Method: Cut the head and tail off the red stripe fish, wrap the fish fillets around asparagus, shiitake mushrooms, and ham, and steam until cooked. Prepare a sauce using vegetable juice, broth, and fish sauce.
Scene 1: Asparagus and red pepper rolls with green onion, appetizing and eye-catching
This Chinese fish dish, served on plates adorned with delicate floral patterns, exudes a classical feel. To avoid the full visual impact of serving a whole fish, the fish fillets are rolled in a way that is refined without being heavy. The white part of the green onion highlights the tenderness of the fish, while red pepper accentuates the red hue of the fish.
Plating Method
① First, neatly arrange the fish rolls, which have been filled with asparagus, shiitake mushrooms, and ham, on the plate. Place the steamed fish head and tail on either side of the fish rolls, with the tail facing outward and the head pointing upward, creating the impression of a fish leaping over the "Dragon Gate."

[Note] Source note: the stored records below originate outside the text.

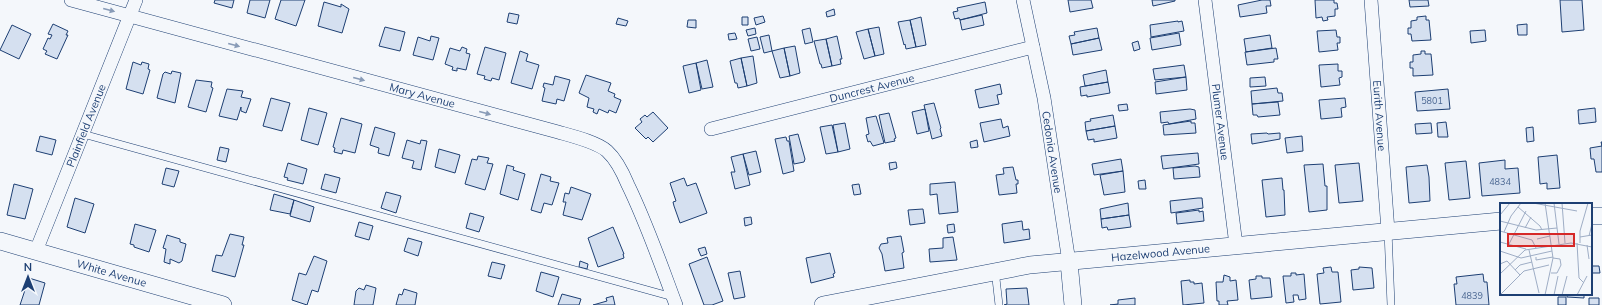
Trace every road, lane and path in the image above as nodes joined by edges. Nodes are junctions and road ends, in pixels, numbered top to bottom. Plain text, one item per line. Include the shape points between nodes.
1 (71, 0) edge
2 (136, 0) edge
3 (1023, 0) edge
4 (1205, 0) edge
5 (1371, 0) edge
6 (130, 16) junction
7 (1033, 48) junction
8 (711, 130) dead end
9 (83, 134) junction
10 (1500, 222) edge
11 (1388, 231) junction
12 (0, 241) edge
13 (1236, 245) junction
14 (36, 251) junction
15 (1069, 262) junction
16 (995, 270) junction
17 (675, 301) edge
18 (223, 305) edge
19 (823, 305) edge
20 (999, 305) edge
21 (1073, 305) edge
22 (1391, 305) edge

1 -> 6 street, Mary Avenue
2 - 6 street, Plainfield Avenue
3 - 7 street, Cedonia Avenue
4 - 13 street, Plumer Avenue
5 - 11 street, Eurith Avenue
6 - 9 street, Plainfield Avenue
6 -> 17 street, Mary Avenue via 558,132 607,150 619,166 633,194
7 - 8 street, Duncrest Avenue
7 - 15 street, Cedonia Avenue via 1044,98
9 - 14 street, Plainfield Avenue
9 - 17 lane
10 - 11 street, Hazelwood Avenue
11 - 13 street, Hazelwood Avenue
11 - 22 lane
12 - 14 street, White Avenue
13 - 15 street, Hazelwood Avenue
14 - 18 street, White Avenue
15 - 16 street, Hazelwood Avenue via 1030,264
15 - 21 street, Cedonia Avenue
16 - 19 street, Hazelwood Avenue
16 - 20 lane

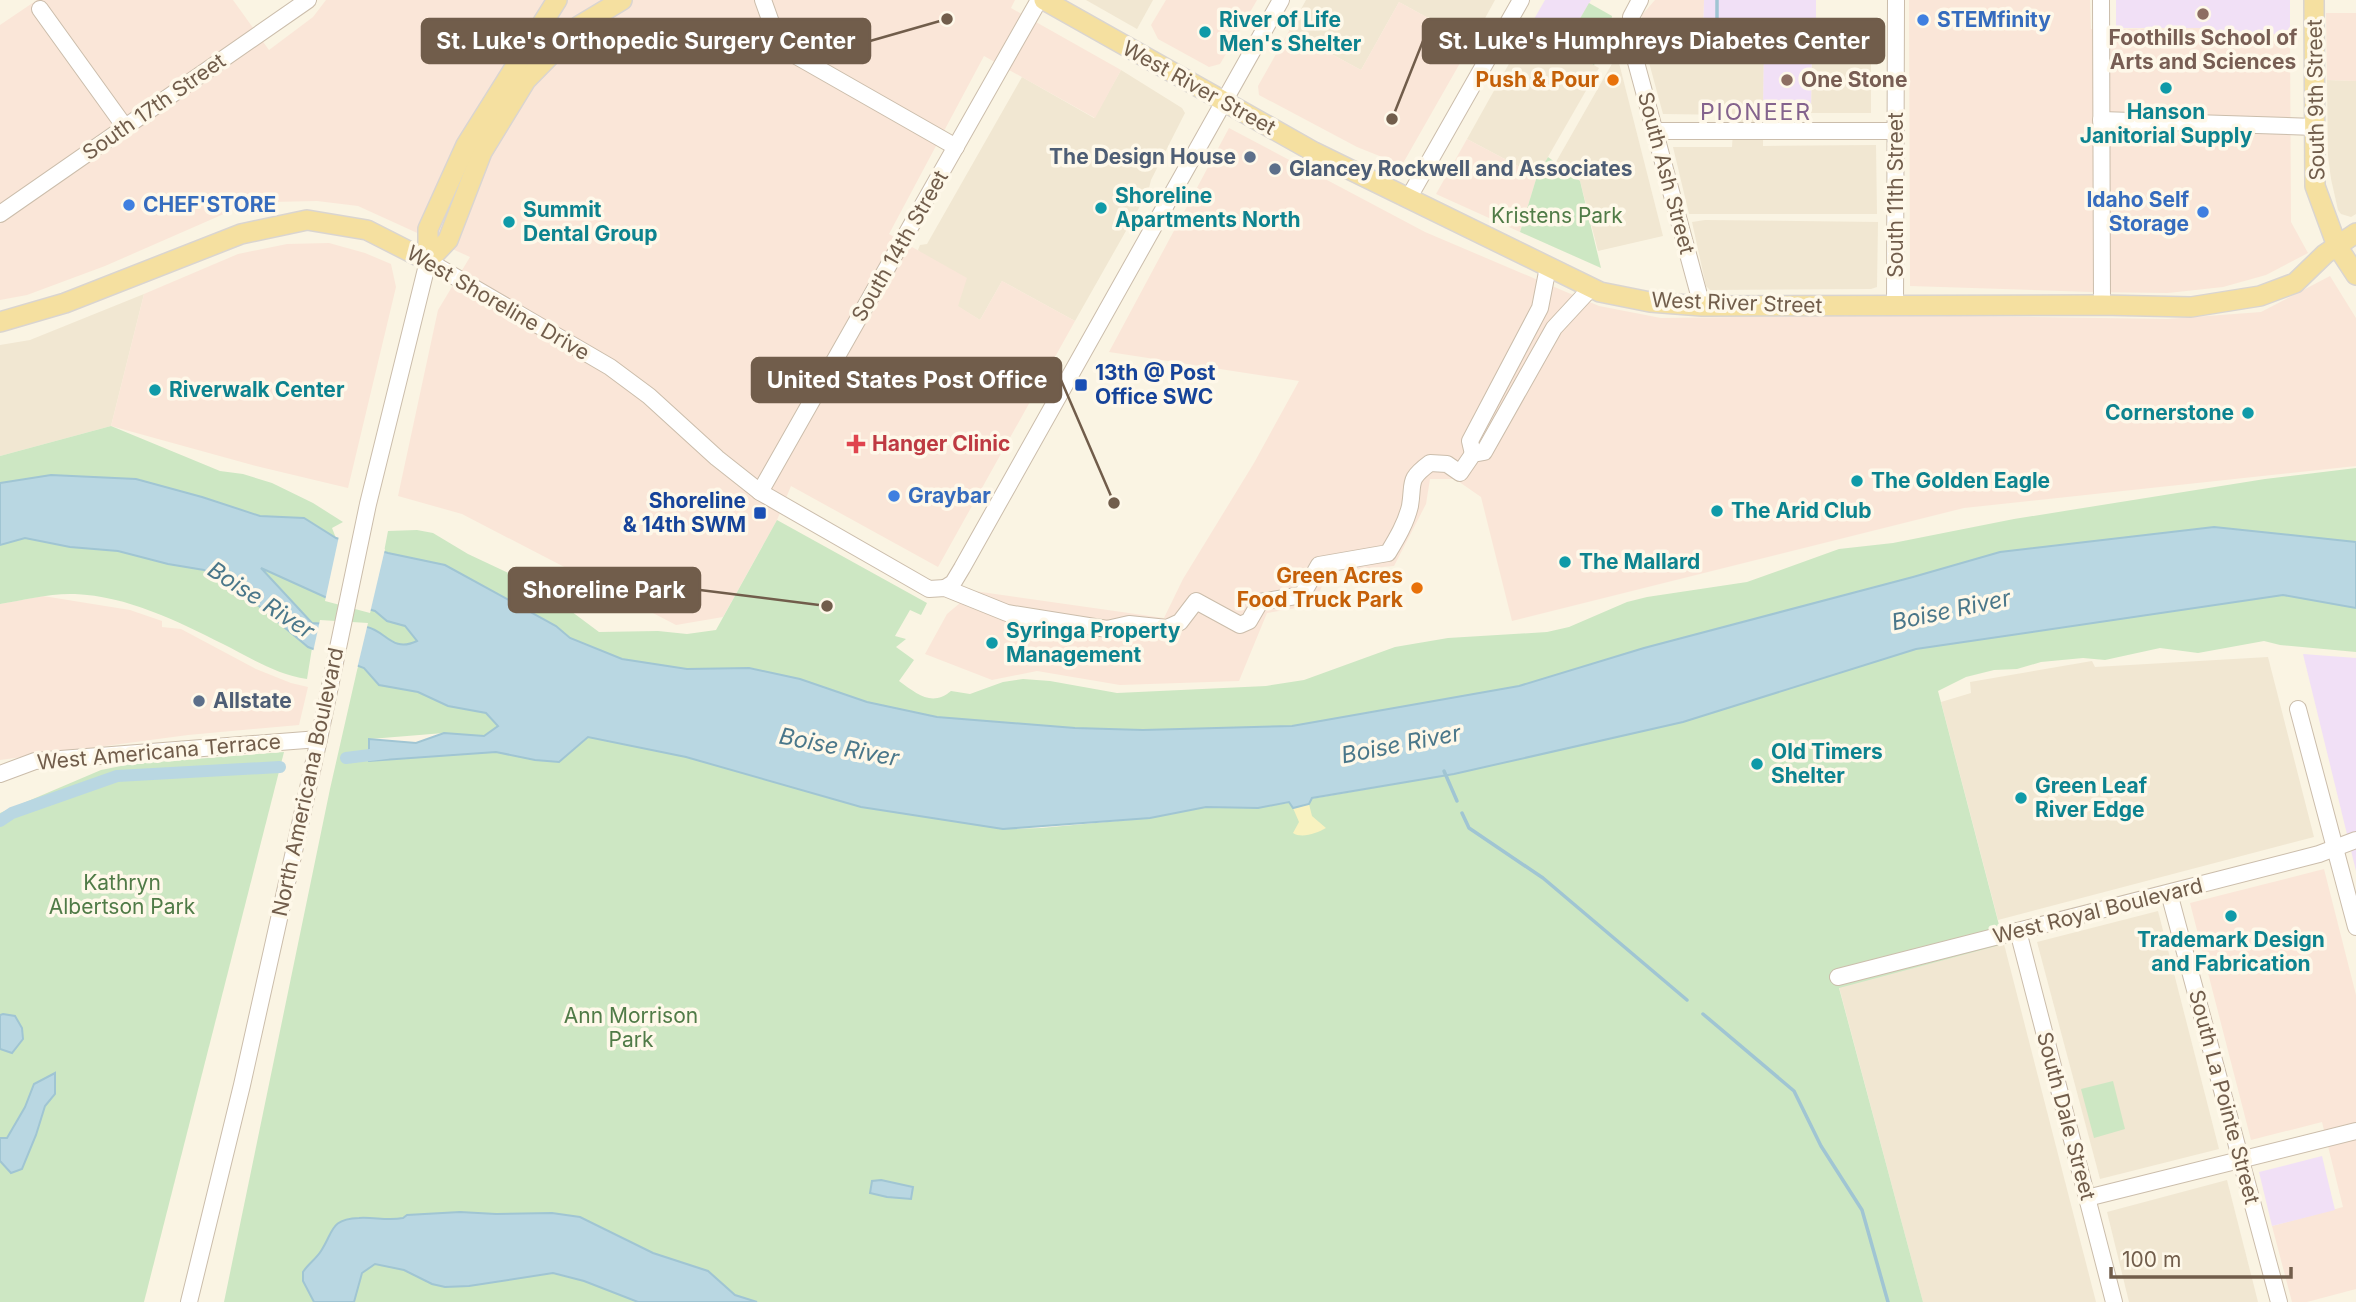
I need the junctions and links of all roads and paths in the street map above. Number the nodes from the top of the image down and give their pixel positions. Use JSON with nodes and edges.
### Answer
{"nodes":[{"id":1,"x":308,"y":0,"type":"edge"},
{"id":2,"x":557,"y":0,"type":"edge"},
{"id":3,"x":622,"y":0,"type":"edge"},
{"id":4,"x":763,"y":0,"type":"edge"},
{"id":5,"x":1042,"y":0,"type":"edge"},
{"id":6,"x":1281,"y":0,"type":"edge"},
{"id":7,"x":1521,"y":0,"type":"edge"},
{"id":8,"x":1640,"y":0,"type":"edge"},
{"id":9,"x":1896,"y":0,"type":"edge"},
{"id":10,"x":2101,"y":0,"type":"edge"},
{"id":11,"x":2314,"y":0,"type":"edge"},
{"id":12,"x":40,"y":9,"type":"dead end"},
{"id":13,"x":1224,"y":102,"type":"junction"},
{"id":14,"x":2101,"y":120,"type":"junction"},
{"id":15,"x":125,"y":127,"type":"junction"},
{"id":16,"x":2315,"y":127,"type":"junction"},
{"id":17,"x":1655,"y":131,"type":"junction"},
{"id":18,"x":1896,"y":131,"type":"junction"},
{"id":19,"x":956,"y":147,"type":"junction"},
{"id":20,"x":1408,"y":199,"type":"junction"},
{"id":21,"x":0,"y":214,"type":"edge"},
{"id":22,"x":2356,"y":233,"type":"edge"},
{"id":23,"x":2337,"y":246,"type":"junction"},
{"id":24,"x":428,"y":261,"type":"junction"},
{"id":25,"x":1548,"y":267,"type":"junction"},
{"id":26,"x":2356,"y":275,"type":"edge"},
{"id":27,"x":1591,"y":288,"type":"junction"},
{"id":28,"x":2102,"y":305,"type":"junction"},
{"id":29,"x":1702,"y":306,"type":"junction"},
{"id":30,"x":1895,"y":306,"type":"junction"},
{"id":31,"x":0,"y":322,"type":"edge"},
{"id":32,"x":1473,"y":454,"type":"junction"},
{"id":33,"x":761,"y":492,"type":"junction"},
{"id":34,"x":945,"y":588,"type":"junction"},
{"id":35,"x":2298,"y":709,"type":"dead end"},
{"id":36,"x":319,"y":739,"type":"junction"},
{"id":37,"x":0,"y":774,"type":"edge"},
{"id":38,"x":2356,"y":840,"type":"edge"},
{"id":39,"x":2335,"y":848,"type":"junction"},
{"id":40,"x":2169,"y":893,"type":"junction"},
{"id":41,"x":2356,"y":927,"type":"edge"},
{"id":42,"x":2018,"y":931,"type":"junction"},
{"id":43,"x":1839,"y":977,"type":"dead end"},
{"id":44,"x":2356,"y":1131,"type":"edge"},
{"id":45,"x":2241,"y":1160,"type":"junction"},
{"id":46,"x":2087,"y":1198,"type":"junction"},
{"id":47,"x":189,"y":1302,"type":"edge"},
{"id":48,"x":2114,"y":1302,"type":"edge"},
{"id":49,"x":2279,"y":1302,"type":"edge"}],
"edges":[{"from":1,"to":15,"type":"street","name":"South 17th Street"},
{"from":2,"to":24,"type":"main road"},
{"from":3,"to":24,"type":"main road"},
{"from":4,"to":19,"type":"street"},
{"from":5,"to":13,"type":"main road","name":"West River Street"},
{"from":5,"to":19,"type":"street","name":"South 14th Street"},
{"from":6,"to":13,"type":"street"},
{"from":7,"to":20,"type":"street"},
{"from":8,"to":17,"type":"street","name":"South Ash Street"},
{"from":9,"to":18,"type":"street","name":"South 11th Street"},
{"from":10,"to":14,"type":"street"},
{"from":11,"to":16,"type":"main road","name":"South 9th Street"},
{"from":12,"to":15,"type":"street"},
{"from":13,"to":20,"type":"main road","name":"West River Street"},
{"from":13,"to":34,"type":"street"},
{"from":14,"to":16,"type":"street"},
{"from":14,"to":28,"type":"street"},
{"from":15,"to":21,"type":"street","name":"South 17th Street"},
{"from":16,"to":23,"type":"main road","name":"South 9th Street"},
{"from":17,"to":18,"type":"street"},
{"from":17,"to":29,"type":"street","name":"South Ash Street"},
{"from":18,"to":30,"type":"street","name":"South 11th Street"},
{"from":19,"to":33,"type":"street","name":"South 14th Street"},
{"from":20,"to":25,"type":"main road","name":"West River Street"},
{"from":22,"to":23,"type":"main road","name":"West River Street"},
{"from":23,"to":26,"type":"main road","name":"South 9th Street"},
{"from":23,"to":28,"type":"main road","name":"West River Street"},
{"from":24,"to":31,"type":"main road","name":"West Shoreline Drive"},
{"from":24,"to":33,"type":"street","name":"West Shoreline Drive"},
{"from":24,"to":36,"type":"street","name":"North Americana Boulevard"},
{"from":25,"to":27,"type":"main road","name":"West River Street"},
{"from":25,"to":32,"type":"street"},
{"from":27,"to":29,"type":"main road","name":"West River Street"},
{"from":27,"to":32,"type":"street"},
{"from":28,"to":30,"type":"main road","name":"West River Street"},
{"from":29,"to":30,"type":"main road","name":"West River Street"},
{"from":32,"to":34,"type":"street","name":"West Shoreline Drive"},
{"from":33,"to":34,"type":"street","name":"West Shoreline Drive"},
{"from":35,"to":39,"type":"street"},
{"from":36,"to":37,"type":"street","name":"West Americana Terrace"},
{"from":36,"to":47,"type":"street","name":"North Americana Boulevard"},
{"from":38,"to":39,"type":"street","name":"West Royal Boulevard"},
{"from":39,"to":40,"type":"street","name":"West Royal Boulevard"},
{"from":39,"to":41,"type":"street"},
{"from":40,"to":42,"type":"street","name":"West Royal Boulevard"},
{"from":40,"to":45,"type":"street","name":"South La Pointe Street"},
{"from":42,"to":43,"type":"street","name":"West Royal Boulevard"},
{"from":42,"to":46,"type":"street","name":"South Dale Street"},
{"from":44,"to":45,"type":"street"},
{"from":45,"to":46,"type":"street"},
{"from":45,"to":49,"type":"street","name":"South La Pointe Street"},
{"from":46,"to":48,"type":"street","name":"South Dale Street"}]}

② Between the fish rolls, add a decorative touch by placing rings of white scallions tied with red chili pepper slices.
③ Finally, drizzle the dish with a sauce made from vegetable and fruit juice, broth, and fish sauce.
Scene 2: Lotus Leaf-Wrapped Fish Display, Fragrant and Inviting
This dish is steamed while wrapped in a lotus leaf, infusing it with the leaf’s natural fragrance. For the plating, the lotus leaf can be used as a base, adding color, aroma, and flavor all in one. In restaurants, the dish is typically served with the lotus leaf still wrapped, and the leaf is unveiled in front of the guests to release the aroma and preserve the heat.
Plating Method
①Place the traditionally steamed red snapper wrapped in lotus leaves directly on a plate. After unwrapping the leaves, arrange the ingredients on top of the fish, such as shiitake mushrooms, ginger slices, and ham, to make them look neat.
②Neatly place the stir-fried beets on one side of the red snapper.
③Garnish both the head and tail of the fish with thinly sliced chili and scallions for decoration and added flavor.
④Finally, drizzle with a sauce made from vegetable juice, broth, and fish sauce.